BEGIN EXCERPTED RECORDS

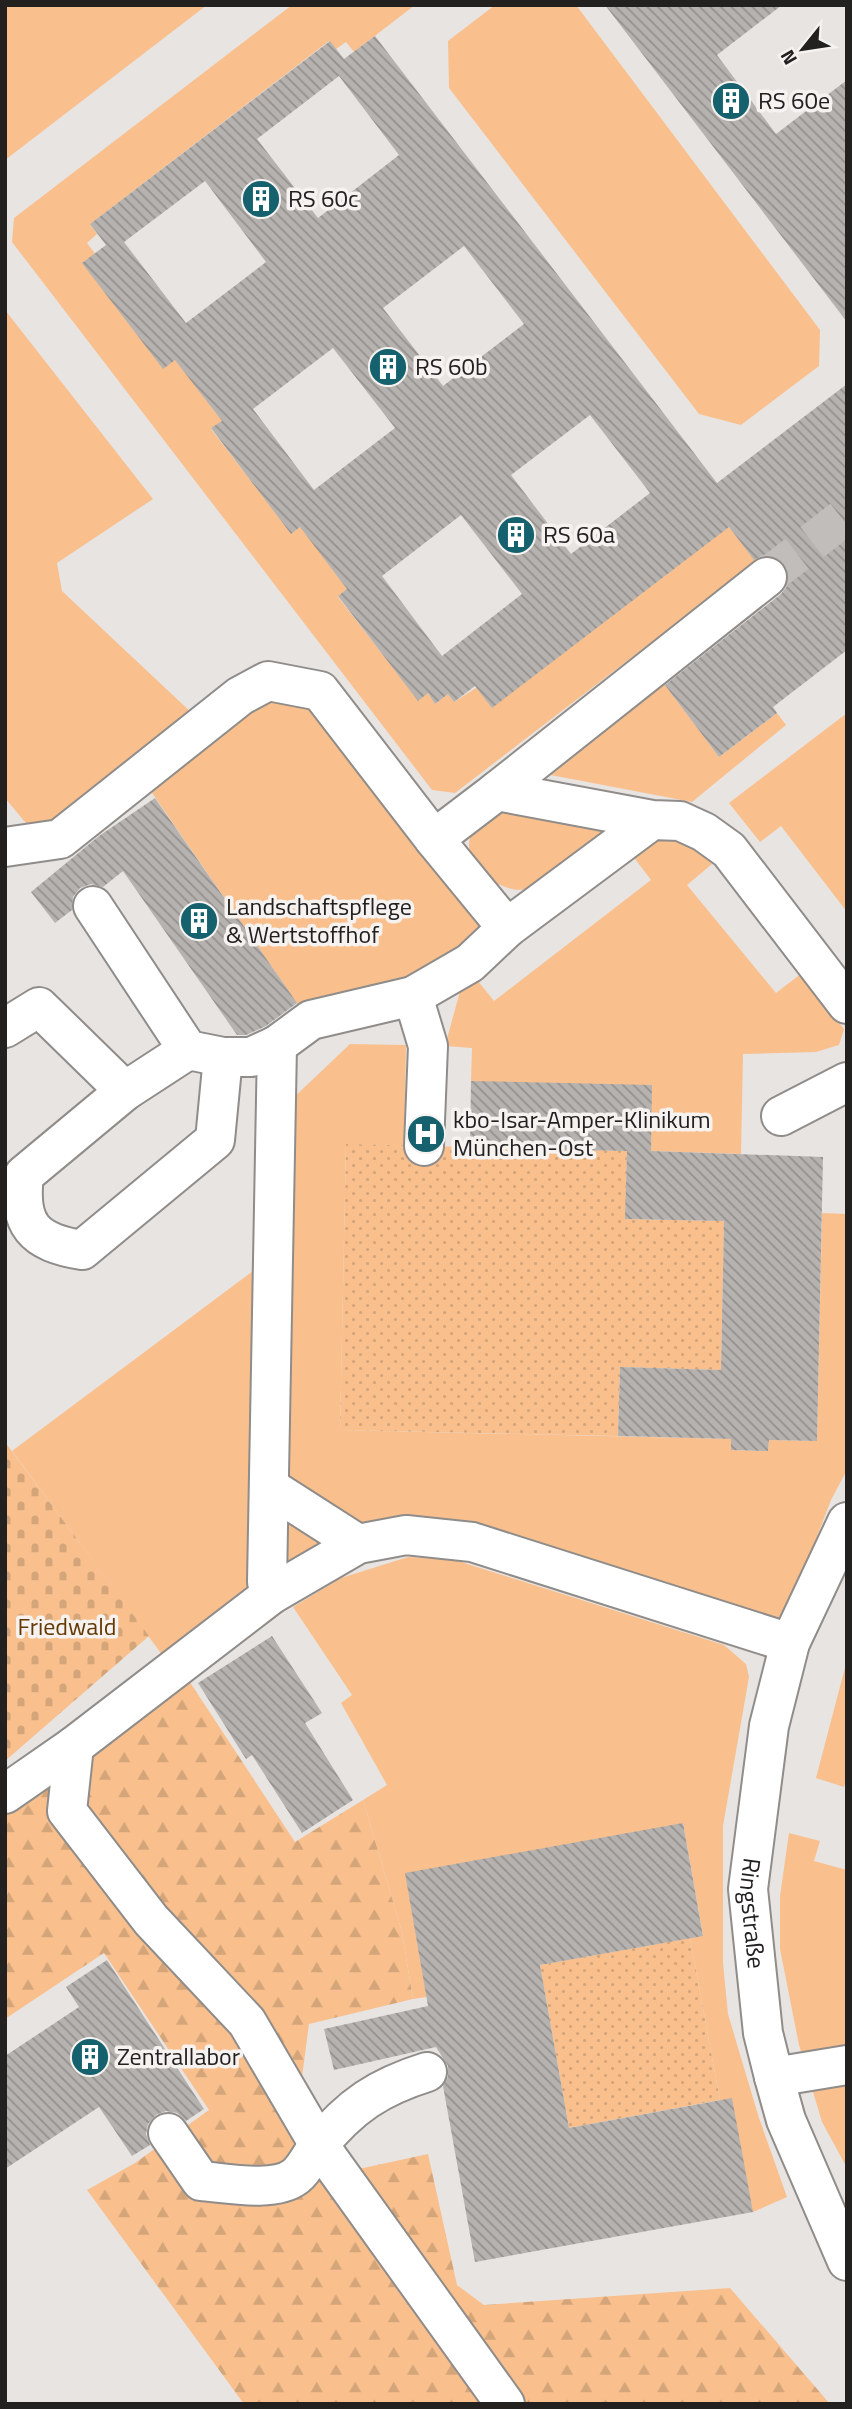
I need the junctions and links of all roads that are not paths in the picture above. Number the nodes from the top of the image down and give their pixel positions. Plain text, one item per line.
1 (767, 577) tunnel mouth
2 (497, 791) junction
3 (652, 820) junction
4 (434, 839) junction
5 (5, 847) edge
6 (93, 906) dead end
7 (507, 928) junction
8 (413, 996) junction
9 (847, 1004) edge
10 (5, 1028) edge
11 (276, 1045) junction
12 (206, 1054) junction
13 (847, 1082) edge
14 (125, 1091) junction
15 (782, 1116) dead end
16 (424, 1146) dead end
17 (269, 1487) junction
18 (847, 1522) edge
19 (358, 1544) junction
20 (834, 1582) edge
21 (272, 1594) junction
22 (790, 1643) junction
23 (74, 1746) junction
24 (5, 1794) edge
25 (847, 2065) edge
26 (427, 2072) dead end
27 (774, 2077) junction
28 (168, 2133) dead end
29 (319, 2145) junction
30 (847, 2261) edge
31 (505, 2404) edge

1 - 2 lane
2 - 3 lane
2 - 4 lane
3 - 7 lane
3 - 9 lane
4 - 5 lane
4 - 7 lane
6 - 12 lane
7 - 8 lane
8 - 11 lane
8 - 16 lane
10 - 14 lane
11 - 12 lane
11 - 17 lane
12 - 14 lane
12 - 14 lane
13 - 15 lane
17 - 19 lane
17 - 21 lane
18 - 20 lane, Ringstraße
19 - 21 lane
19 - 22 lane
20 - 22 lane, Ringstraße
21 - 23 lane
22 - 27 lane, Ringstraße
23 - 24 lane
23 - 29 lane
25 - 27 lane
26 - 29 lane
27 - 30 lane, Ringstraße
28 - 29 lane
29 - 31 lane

END EXCERPTED RECORDS
BEGIN EXCERPTED RECORDS

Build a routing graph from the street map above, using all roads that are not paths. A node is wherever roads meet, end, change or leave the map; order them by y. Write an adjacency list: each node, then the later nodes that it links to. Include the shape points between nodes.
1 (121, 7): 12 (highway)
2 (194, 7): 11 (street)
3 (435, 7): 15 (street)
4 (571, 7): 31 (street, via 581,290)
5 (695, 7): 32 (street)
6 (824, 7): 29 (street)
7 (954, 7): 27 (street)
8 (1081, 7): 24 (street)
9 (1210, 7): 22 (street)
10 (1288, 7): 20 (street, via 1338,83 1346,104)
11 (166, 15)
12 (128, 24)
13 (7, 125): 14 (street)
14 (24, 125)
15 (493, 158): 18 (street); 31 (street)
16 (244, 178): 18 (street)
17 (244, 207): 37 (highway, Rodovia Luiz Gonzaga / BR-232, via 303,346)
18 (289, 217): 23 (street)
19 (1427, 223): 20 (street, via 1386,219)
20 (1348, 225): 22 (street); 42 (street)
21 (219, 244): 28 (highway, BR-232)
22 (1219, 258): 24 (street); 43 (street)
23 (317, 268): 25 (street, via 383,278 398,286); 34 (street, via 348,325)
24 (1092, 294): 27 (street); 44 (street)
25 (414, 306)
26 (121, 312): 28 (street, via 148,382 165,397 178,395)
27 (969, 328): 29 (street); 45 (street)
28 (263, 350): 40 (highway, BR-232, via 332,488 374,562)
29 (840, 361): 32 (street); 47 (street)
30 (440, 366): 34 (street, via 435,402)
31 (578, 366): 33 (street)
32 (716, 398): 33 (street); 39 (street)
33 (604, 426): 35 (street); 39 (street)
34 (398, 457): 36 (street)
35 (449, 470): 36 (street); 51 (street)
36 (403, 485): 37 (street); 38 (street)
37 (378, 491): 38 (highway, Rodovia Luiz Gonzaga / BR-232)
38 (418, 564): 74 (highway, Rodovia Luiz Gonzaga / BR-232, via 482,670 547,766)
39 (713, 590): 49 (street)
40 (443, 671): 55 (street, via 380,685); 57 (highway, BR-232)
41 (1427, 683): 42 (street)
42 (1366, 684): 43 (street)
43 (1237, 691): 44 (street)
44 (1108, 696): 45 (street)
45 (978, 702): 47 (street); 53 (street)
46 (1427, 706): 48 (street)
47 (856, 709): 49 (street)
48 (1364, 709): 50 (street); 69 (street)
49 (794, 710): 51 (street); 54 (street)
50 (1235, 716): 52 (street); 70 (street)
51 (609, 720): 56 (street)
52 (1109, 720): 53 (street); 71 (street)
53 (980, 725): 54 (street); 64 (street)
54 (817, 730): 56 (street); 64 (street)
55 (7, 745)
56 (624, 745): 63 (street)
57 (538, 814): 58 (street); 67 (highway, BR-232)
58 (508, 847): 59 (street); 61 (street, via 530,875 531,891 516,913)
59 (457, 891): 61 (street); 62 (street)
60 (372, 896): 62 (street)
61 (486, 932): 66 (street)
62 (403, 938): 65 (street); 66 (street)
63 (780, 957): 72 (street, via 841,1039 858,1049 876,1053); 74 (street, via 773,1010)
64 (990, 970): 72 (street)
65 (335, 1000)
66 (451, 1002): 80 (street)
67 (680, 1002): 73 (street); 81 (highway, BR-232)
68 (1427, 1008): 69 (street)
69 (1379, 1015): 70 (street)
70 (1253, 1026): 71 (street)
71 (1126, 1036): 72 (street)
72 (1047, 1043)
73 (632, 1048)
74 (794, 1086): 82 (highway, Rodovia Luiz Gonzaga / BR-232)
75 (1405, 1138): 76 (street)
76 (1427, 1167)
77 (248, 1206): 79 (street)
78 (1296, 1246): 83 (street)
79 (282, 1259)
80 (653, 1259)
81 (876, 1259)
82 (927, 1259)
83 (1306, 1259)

END EXCERPTED RECORDS

WORK REQUEST » What are the lines of the data above that include the string "roads"? Copy them.

WORKED SOLUTION »
I need the junctions and links of all roads that are not paths in the picture above. Number the nodes from the top of the image down and give their pixel positions. Plain text, one item per line.
Build a routing graph from the street map above, using all roads that are not paths. A node is wherever roads meet, end, change or leave the map; order them by y. Write an adjacency list: each node, then the later nodes that it links to. Include the shape points between nodes.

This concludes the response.